MIG2/VMIG2: High quality. Margins of protection are ample although not so
large as in the preceding group.
Standard & Poor's Corporation ("S&P"): The following ratings by S&P for
commercial paper (defined by S&P as debt having an original maturity of no more
than 365 days) assess the likelihood of payment:
A-1: Strong capacity for timely payment. Those issues determined to possess
extremely strong safety characteristics are denoted with a plus sign (+)
designation.
A-2: Satisfactory capacity for timely payment. However, the relative degree
of safety is not as high as for issues designated "A-1".
S&P's ratings for Municipal Notes due in three years or less are:
SP-1: Very strong or strong capacity to pay principal and interest. Those
issues determined to possess overwhelming safety characteristics will be
given a plus (+) designation.
SP-2: Satisfactory capacity to pay principal and interest.
S&P assigns "dual ratings" to all municipal debt issues that have a demand or
double feature as part of their provisions. The first rating addresses the
likelihood of repayment of principal and interest as due, and the second rating
addresses only the demand feature. With short-term demand debt, S&P's note
rating symbols are used with the commercial paper symbols (for example,
"SP-1+/A-1+").
Fitch IBCA, Inc. ("Fitch"): Fitch assigns the following short-term ratings to
debt obligations that are payable on demand or have original maturities of
generally up to three years, including commercial paper, certificates of
deposit, medium-term notes, and municipal and investment notes:
F-1+: Exceptionally strong credit quality; the strongest degree of
assurance for timely payment.
F-1: Very strong credit quality; assurance of timely payment is only
slightly less in degree than issues rated "F-1+".

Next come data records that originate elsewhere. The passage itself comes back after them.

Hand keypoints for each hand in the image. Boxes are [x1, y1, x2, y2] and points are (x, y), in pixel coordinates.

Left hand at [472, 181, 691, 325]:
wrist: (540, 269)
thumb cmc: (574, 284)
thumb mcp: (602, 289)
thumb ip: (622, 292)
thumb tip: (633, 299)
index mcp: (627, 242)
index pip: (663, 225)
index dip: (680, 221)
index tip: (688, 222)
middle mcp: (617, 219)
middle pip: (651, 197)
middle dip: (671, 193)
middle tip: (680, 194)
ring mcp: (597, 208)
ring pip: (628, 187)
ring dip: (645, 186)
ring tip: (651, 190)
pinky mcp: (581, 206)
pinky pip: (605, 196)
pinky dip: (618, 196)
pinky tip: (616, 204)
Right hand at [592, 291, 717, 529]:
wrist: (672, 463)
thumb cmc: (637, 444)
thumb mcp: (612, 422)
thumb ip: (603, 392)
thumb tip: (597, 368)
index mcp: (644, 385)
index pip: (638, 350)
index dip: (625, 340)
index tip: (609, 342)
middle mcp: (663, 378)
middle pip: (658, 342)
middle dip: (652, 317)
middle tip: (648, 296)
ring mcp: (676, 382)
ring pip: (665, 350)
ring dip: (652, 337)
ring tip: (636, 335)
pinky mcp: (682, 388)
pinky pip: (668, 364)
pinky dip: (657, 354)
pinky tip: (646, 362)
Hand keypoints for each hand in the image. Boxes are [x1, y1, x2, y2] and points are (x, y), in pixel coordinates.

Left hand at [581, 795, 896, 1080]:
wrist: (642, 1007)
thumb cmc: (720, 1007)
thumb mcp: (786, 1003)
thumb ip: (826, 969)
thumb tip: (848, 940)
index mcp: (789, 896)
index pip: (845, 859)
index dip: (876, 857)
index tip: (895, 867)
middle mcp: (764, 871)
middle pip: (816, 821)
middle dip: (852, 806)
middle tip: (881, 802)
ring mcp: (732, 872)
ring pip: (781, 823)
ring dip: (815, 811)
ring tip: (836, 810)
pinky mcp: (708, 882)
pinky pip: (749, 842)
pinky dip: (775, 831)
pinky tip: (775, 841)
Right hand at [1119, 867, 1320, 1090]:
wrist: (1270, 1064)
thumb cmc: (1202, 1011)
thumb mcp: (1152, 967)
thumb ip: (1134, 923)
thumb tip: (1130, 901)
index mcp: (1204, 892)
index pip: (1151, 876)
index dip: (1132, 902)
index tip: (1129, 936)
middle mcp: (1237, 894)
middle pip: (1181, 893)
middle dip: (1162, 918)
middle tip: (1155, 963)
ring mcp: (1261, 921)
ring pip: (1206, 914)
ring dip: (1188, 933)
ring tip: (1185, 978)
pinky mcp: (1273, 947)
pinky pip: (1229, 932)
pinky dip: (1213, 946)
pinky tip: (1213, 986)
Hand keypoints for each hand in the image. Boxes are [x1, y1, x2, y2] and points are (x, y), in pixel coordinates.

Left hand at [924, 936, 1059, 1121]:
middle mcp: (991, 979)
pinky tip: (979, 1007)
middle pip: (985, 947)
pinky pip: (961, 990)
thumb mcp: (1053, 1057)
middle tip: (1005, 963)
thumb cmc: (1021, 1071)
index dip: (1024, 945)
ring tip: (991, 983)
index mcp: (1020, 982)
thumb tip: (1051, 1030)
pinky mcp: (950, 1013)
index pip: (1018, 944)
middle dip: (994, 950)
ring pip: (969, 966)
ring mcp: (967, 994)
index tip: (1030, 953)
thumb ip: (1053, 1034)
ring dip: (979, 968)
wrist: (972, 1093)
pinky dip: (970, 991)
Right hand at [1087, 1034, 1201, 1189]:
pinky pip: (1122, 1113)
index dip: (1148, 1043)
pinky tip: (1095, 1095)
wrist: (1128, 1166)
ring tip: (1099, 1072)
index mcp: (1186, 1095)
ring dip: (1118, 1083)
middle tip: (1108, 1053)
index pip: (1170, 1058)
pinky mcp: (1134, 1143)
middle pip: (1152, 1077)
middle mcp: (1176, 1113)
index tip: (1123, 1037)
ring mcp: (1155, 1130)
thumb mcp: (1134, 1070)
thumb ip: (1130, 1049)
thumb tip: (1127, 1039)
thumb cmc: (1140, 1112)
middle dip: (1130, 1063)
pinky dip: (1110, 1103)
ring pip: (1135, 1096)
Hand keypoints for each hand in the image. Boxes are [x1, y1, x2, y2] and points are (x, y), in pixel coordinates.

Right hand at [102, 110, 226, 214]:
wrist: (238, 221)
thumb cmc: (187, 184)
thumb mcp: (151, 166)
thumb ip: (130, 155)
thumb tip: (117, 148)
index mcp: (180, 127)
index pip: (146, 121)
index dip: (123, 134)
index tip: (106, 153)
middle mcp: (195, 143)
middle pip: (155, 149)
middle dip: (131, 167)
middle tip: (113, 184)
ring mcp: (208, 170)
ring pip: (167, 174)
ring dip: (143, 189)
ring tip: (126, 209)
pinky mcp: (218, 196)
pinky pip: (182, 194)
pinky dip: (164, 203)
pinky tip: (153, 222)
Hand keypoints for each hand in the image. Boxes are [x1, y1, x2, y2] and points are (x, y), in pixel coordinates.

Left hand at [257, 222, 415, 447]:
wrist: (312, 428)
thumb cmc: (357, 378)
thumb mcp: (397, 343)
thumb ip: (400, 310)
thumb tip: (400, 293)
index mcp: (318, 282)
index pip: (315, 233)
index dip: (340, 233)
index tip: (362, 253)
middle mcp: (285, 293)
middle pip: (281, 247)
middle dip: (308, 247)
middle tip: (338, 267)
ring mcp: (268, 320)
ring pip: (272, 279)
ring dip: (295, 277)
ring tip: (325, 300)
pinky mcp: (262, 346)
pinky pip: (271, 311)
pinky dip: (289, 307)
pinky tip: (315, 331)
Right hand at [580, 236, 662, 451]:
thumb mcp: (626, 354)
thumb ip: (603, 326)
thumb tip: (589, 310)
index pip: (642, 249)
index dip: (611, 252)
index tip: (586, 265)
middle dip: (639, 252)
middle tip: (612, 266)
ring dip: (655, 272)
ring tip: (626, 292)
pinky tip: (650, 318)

F-2: Good credit quality; satisfactory degree of assurance for timely
payment, but the margin of safety is not as great as for issues assigned
"F-1+" or "F-1" ratings.
Duff & Phelps, Inc. ("Duff & Phelps"): The following ratings are for commercial
paper (defined by Duff & Phelps as obligations with maturities, when issued, of
under one year), asset-backed commercial paper, and certificates of deposit (the
ratings cover all obligations of the institution with maturities, when issued,
of under one year, including bankers' acceptance and letters of credit):
Duff 1+: Highest certainty of timely payment. Short-term liquidity,
including internal operating factors and/or access to alternative sources
of funds, is outstanding, and safety is just below risk-free U.S. Treasury
short-term obligations.
Duff 1: Very high certainty of timely payment. Liquidity factors are
excellent and supported by good fundamental protection factors. Risk
factors are minor.
Duff 1-: High certainty of timely payment. Liquidity factors are strong and
supported by good fundamental protection factors. Risk factors are very
small.
Duff 2: Good certainty of timely payment. Liquidity factors and company
fundamentals are sound. Although ongoing funding needs may enlarge total
financing requirements, access to capital markets is good. Risk factors are
small.
Thomson BankWatch, Inc. ("TBW"): The following short-term ratings apply to
commercial paper, certificates of deposit, unsecured notes, and other
securities having a maturity of one year or less.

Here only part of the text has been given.